Pasini et al. performed a proteomic investigation of Macaques red blood cells. Notably enough, while this species is the closest evolutionary relative of humans and is routinely used in basic and applied biomedical research, the macaque red blood cell proteome has been so far under-investigated. Their genetic, physiological, immunological and metabolic similarity to humans makes macaques invaluable models of human disease. The comparison between Macaques and human red blood cells shed light on several open issues in red blood cell biology and provided a departure point for more comprehensive understanding of red blood cell function. These similarities also mean that macaques are often the only experimental models available for evaluating increasingly specific drugs in development, and as a proof-of-concept bridge can help reduce the numbers of compounds that fail in clinical pharmaceutical research.

Finamore et al. performed a proteomic analysis of platelets from blood of healthy donors (n=6) collected by venipuncture in Vacutainer. Comparative analysis for differential enrichment of Gene Ontologies has been also performed to evaluate the differential functional representation of the molecular repertoire investigated with these two orthogonal approaches. The overall molecular functional classification revealed differences between the two proteomic approaches. In particular, they found significant differences in cytoskeletal proteins (19.65% 2-DE versus 45.60 Shotgun) and receptors (0,92% 2-DE versus 6.90% Shotgun). Results indicated that molecular profiling performed with two orthogonal proteomics analytic methodologies, enhanced the possibility to obtain deeper information on the biology and patho-physiology of the systems under investigation. This becomes particularly relevant with platelets, in light of their multiple physiological functions and their involvement in a variety of human diseases.

In agreement, Timperio et al. analyzed two commercial products of plasma-derived factor VIII (FVIII) with the final aim to collect information regarding the presence of contaminants. The investigation showed the presence of von Willebrand Factor, fibrinogen in excess, and other substances that could be considered as contaminants or impurities.
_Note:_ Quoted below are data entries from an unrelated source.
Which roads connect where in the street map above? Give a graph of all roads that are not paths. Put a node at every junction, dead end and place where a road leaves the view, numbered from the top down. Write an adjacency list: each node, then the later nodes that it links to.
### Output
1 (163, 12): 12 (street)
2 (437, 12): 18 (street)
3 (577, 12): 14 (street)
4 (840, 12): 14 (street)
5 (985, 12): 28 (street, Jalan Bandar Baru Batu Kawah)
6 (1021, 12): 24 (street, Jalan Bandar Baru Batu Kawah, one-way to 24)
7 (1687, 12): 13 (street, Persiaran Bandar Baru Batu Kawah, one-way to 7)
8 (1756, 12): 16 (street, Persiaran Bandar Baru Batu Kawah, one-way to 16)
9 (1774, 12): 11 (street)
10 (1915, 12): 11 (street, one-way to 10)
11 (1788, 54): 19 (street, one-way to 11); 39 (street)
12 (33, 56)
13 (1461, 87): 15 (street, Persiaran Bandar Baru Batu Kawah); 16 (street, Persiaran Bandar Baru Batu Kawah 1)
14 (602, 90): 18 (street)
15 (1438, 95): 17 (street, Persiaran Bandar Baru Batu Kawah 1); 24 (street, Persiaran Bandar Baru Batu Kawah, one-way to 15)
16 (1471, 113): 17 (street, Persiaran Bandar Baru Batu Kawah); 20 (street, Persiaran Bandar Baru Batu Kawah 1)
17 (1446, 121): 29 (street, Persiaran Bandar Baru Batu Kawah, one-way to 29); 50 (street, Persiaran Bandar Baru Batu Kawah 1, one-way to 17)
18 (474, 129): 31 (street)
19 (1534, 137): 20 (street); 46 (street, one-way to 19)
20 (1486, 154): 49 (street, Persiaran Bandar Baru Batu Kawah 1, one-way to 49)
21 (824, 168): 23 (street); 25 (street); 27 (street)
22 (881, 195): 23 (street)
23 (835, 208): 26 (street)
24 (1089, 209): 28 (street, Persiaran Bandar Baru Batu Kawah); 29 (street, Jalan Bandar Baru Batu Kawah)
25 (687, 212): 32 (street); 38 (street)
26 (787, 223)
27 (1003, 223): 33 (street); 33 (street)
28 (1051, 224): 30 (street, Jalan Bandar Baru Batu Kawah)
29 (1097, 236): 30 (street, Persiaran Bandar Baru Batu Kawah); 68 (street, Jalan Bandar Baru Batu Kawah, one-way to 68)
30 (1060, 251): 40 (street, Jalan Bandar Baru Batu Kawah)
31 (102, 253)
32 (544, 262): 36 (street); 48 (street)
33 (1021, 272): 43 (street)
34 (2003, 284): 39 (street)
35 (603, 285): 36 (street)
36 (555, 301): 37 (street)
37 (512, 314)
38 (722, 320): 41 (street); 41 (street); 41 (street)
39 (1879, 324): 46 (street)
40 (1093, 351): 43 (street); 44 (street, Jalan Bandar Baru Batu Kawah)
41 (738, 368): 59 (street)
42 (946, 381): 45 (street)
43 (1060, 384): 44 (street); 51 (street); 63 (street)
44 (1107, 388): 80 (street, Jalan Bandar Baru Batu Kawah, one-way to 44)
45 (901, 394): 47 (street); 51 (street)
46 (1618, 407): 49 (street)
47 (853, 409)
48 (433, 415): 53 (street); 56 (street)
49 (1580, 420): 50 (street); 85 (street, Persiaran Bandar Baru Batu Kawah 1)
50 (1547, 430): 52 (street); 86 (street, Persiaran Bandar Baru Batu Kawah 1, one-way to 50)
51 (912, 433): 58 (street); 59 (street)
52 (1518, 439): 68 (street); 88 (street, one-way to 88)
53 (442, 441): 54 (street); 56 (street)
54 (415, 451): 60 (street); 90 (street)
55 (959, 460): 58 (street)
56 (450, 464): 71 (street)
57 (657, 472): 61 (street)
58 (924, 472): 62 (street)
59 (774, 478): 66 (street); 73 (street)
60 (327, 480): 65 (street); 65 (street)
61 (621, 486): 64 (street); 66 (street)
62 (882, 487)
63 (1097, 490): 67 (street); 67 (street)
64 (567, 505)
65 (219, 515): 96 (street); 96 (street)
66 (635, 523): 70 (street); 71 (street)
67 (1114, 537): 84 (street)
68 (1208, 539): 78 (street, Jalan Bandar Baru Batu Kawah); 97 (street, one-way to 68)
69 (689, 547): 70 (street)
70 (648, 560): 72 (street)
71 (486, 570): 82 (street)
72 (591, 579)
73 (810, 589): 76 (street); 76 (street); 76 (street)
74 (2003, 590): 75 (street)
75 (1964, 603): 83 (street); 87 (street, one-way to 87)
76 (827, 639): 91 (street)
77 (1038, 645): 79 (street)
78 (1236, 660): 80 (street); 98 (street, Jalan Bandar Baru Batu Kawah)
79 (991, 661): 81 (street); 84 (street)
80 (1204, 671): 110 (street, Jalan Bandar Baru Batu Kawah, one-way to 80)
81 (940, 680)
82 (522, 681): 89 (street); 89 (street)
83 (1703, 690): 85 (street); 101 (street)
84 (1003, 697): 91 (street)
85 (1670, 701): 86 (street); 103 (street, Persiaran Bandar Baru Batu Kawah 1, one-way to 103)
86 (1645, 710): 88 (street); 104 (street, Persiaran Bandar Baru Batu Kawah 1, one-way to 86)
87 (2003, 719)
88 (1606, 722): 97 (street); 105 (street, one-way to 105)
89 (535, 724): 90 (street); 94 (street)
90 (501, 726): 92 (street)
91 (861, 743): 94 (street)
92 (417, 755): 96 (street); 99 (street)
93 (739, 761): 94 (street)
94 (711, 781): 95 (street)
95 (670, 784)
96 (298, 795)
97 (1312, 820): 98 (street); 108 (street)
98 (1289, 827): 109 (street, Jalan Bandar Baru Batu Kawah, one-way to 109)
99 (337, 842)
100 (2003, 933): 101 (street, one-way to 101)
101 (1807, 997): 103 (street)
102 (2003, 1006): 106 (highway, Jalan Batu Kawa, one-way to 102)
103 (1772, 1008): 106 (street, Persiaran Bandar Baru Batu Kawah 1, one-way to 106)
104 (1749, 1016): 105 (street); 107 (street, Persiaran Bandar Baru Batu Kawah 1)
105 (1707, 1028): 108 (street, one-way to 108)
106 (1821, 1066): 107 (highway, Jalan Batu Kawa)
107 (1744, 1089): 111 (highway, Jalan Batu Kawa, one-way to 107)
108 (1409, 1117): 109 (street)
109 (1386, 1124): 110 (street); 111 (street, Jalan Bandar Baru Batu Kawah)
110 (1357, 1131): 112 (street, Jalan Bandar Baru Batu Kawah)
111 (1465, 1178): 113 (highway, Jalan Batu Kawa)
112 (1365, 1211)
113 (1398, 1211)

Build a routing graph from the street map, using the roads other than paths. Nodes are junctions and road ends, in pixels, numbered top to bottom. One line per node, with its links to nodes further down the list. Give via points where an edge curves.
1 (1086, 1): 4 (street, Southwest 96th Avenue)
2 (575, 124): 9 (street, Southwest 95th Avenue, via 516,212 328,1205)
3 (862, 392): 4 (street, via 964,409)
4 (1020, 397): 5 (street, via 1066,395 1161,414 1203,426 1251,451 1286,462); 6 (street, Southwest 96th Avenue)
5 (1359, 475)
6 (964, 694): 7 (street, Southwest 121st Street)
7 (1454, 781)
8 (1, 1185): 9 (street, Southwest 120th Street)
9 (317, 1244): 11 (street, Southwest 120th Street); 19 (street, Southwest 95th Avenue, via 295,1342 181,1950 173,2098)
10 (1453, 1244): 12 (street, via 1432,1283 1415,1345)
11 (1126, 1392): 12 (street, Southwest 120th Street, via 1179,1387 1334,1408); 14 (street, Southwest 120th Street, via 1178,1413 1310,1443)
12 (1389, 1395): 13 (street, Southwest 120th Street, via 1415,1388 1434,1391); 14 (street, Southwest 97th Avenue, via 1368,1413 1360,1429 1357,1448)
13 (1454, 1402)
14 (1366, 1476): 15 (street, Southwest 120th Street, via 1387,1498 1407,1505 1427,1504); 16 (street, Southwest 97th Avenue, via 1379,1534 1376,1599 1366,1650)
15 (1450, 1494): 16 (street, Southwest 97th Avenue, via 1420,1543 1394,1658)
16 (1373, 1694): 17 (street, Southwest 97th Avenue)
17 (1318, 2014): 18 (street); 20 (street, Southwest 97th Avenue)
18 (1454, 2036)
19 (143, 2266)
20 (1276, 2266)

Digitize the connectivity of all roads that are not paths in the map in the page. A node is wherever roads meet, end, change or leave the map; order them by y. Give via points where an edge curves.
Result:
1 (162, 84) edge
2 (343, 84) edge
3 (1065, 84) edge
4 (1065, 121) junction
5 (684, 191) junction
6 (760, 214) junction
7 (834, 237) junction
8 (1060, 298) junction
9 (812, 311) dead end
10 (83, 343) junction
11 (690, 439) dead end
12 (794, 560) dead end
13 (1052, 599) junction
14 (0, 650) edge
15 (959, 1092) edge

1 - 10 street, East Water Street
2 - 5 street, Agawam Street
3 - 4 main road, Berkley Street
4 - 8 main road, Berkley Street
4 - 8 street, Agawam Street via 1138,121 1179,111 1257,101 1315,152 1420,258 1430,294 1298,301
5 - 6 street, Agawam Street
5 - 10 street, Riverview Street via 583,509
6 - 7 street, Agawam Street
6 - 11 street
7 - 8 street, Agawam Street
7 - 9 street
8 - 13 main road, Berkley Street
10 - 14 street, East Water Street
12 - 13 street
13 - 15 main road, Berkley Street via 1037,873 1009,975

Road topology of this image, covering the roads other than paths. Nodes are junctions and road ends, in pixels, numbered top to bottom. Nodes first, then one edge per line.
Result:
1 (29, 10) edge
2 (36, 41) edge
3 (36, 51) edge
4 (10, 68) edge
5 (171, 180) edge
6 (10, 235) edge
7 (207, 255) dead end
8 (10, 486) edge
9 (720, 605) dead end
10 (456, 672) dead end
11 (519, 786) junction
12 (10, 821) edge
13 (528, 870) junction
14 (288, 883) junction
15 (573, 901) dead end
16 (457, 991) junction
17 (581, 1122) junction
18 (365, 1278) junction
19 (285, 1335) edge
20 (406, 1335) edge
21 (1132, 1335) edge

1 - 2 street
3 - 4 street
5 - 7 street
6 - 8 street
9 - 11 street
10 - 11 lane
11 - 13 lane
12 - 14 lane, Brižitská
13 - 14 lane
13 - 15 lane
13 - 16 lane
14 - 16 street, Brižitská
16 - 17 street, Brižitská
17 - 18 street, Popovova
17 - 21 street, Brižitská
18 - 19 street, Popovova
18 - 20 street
In conclusion, this Special Issue is meant to represent none but just another brick in the wall of proteomics application to transfusion medicine, a further attempt to keep laboratories working on this hot topic worldwide connected, while temptatively attracting a clinical audience from the other side of the bridge. While the road ahead is still long, progresses in this co-operation are yet encouraging, as proteomics strategies have already been demonstrated to be valuable tools for improving our understanding of the impact of processing and storage of blood products, as well as suited to production of blood components on the protein fractions, or to discover peculiar biomarkers readily adoptable for targeted evaluation of blood-component integrity or functionality. Although the technical background is in continuous and rapid expansion, proteomics spread in routine clinical practice has been hitherto hampered by high costs for dedicated facilities and specialized personnel. Nonetheless, the bet is still open.